Mr. Binns stared at the telegram. He recalled the detailed descriptions of the actions of the seven robbers, how some of them had prowled up and down outside the train, while others went through it rifling the passengers, and still others, forward, overawed the engineer and fireman, broke open and robbed the express car safe in the face of an armed messenger as well as mailman and trainmen, and how they had then decamped into the dark. How could one man have done it? It couldn’t be true!
Nevertheless he arose, duly impressed. It would be no easy task to get just the right touch, but he felt that he might. If only the train weren’t over-run with other reporters! He stuffed some notepaper into his pocket and bustled down to the Union Station—if Mr. Binns could be said to bustle. Here he encountered his first hitch.

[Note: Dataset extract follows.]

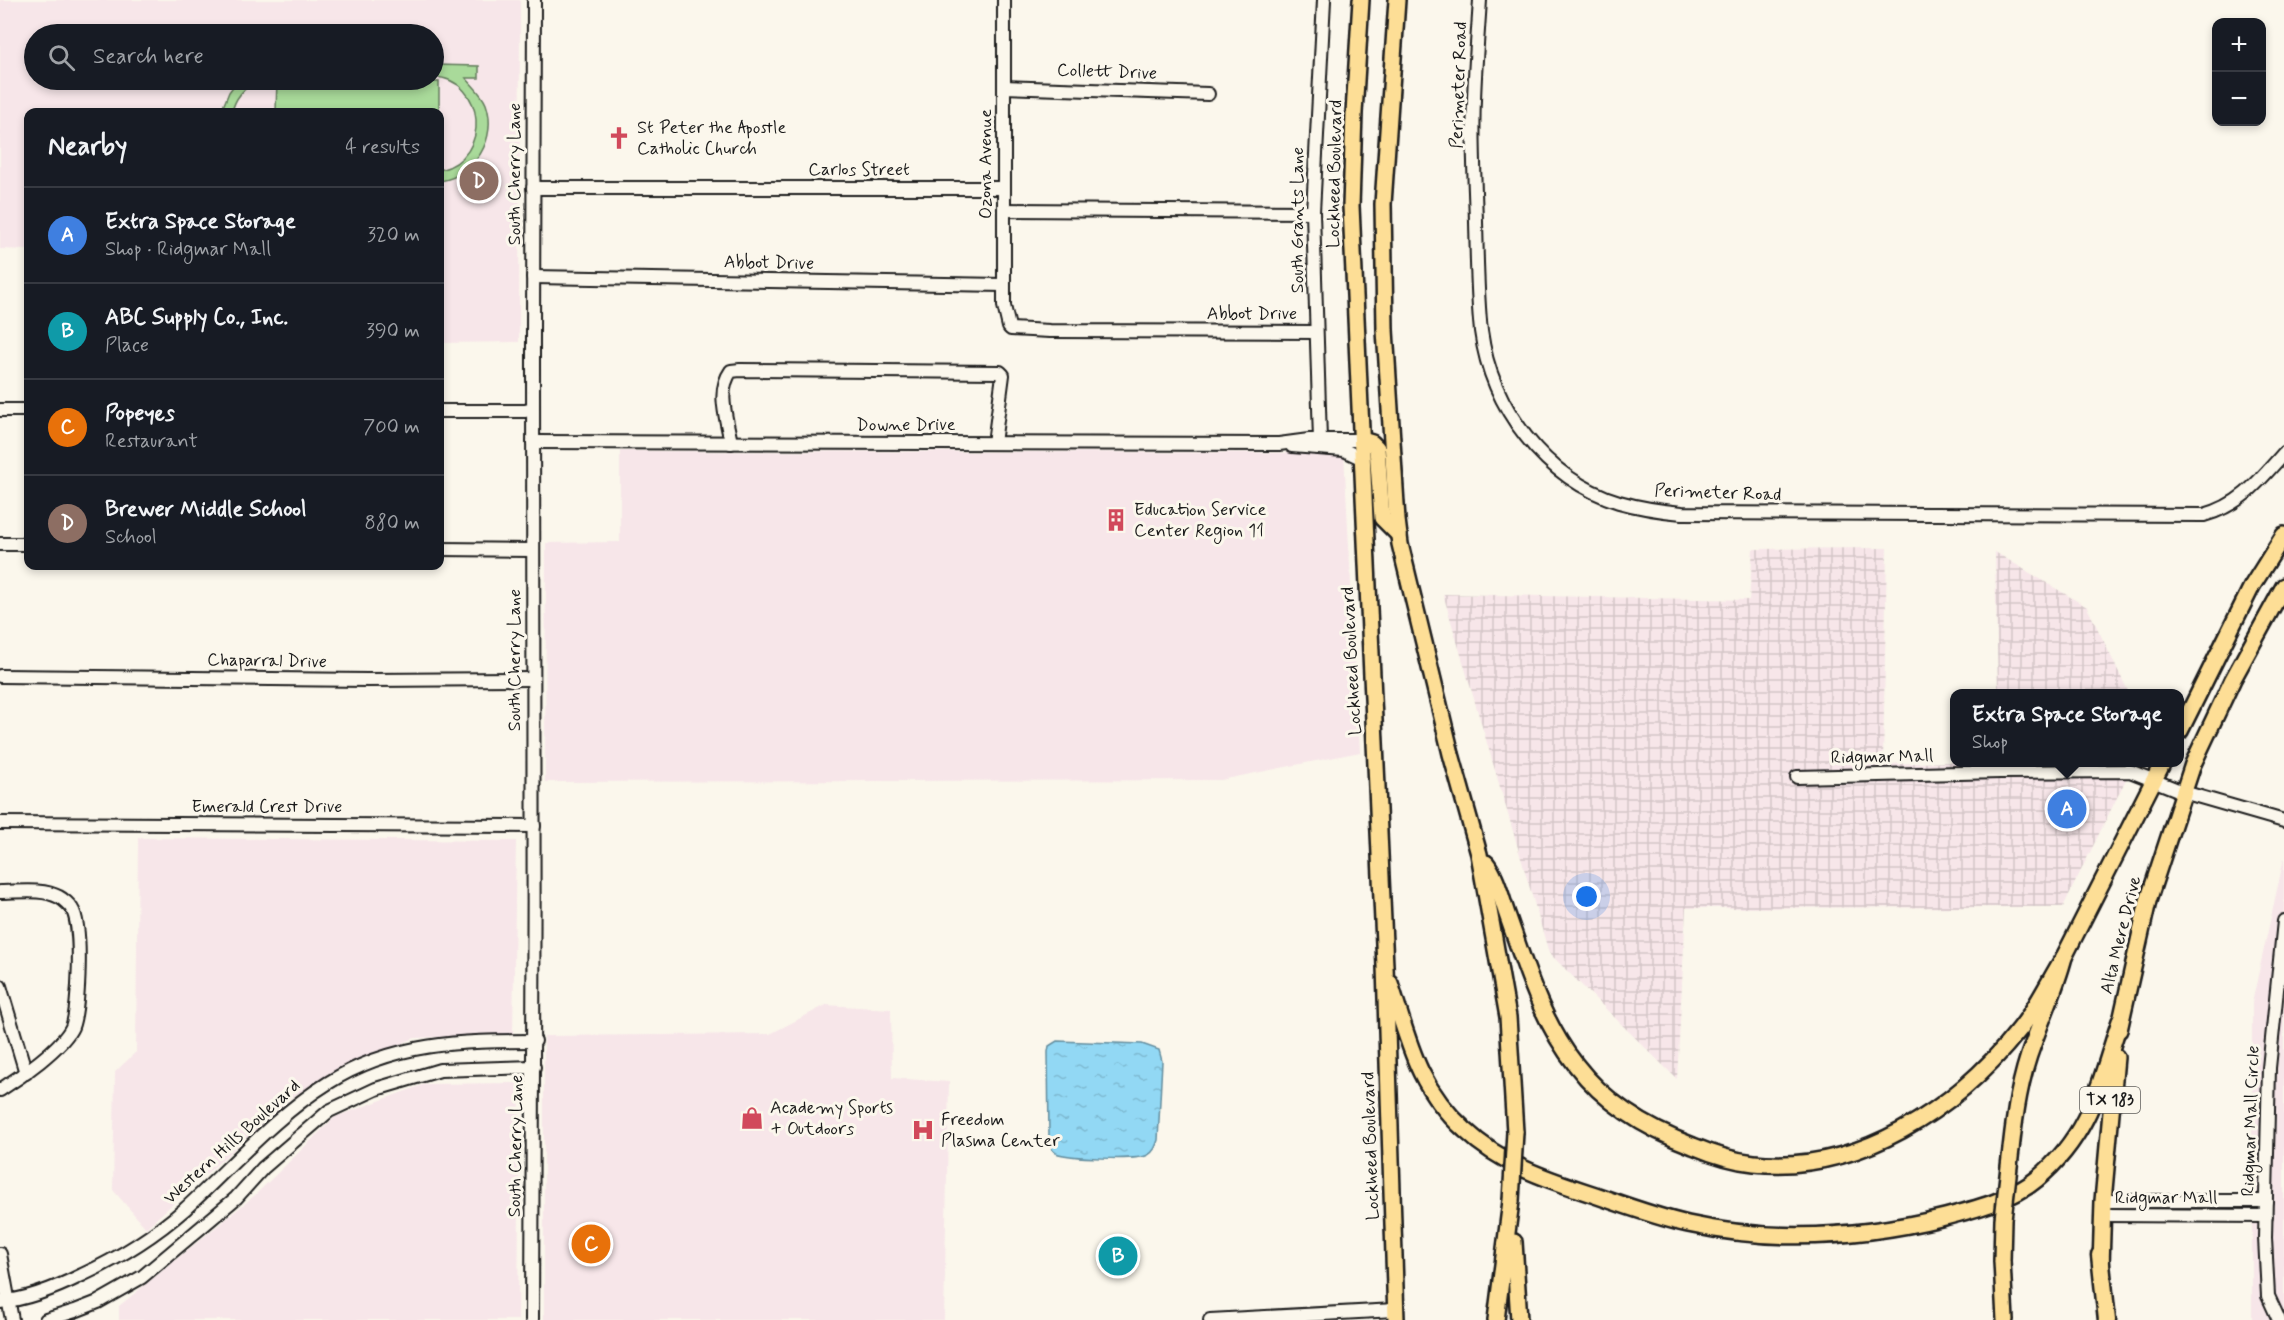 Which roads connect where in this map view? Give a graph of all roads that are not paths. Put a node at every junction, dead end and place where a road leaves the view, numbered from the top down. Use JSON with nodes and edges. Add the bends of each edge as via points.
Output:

On inquiring for a ticket to Pacific, the slightly disturbing response of “Which road?” was made.
“Are there two?” asked Mr. Binns.
“Yes—M.P. and C.T.&A.”
“They both go to Pacific, do they?”
“Yes.”
“Which train leaves first?”
“C.T.&A. It’s waiting now.”
Mr. Binns hesitated, but there was no time to lose. It didn’t make any difference, so long as he connected with the incoming express, as the time-table showed that this did. He paid for his ticket and got aboard, but now an irritating thought came to him. Supposing other reporters from either the News or one of the three afternoon papers were aboard, especially the News! If there were not he would have this fine task all to himself, and what a beat! But if there were others? He walked forward to the smoker, which was the next car in front, and there, to his intense disgust and nervous dissatisfaction, he spied, of all people, the one man he would least have expected to find on an assignment of this kind, the one man he least wanted to see—Mr. Collins, no less, red-headed, serene, determined, a cigar between his teeth, crouched low in his seat smoking and reading a paper as calmly as though he were not bent upon the most important task of the year.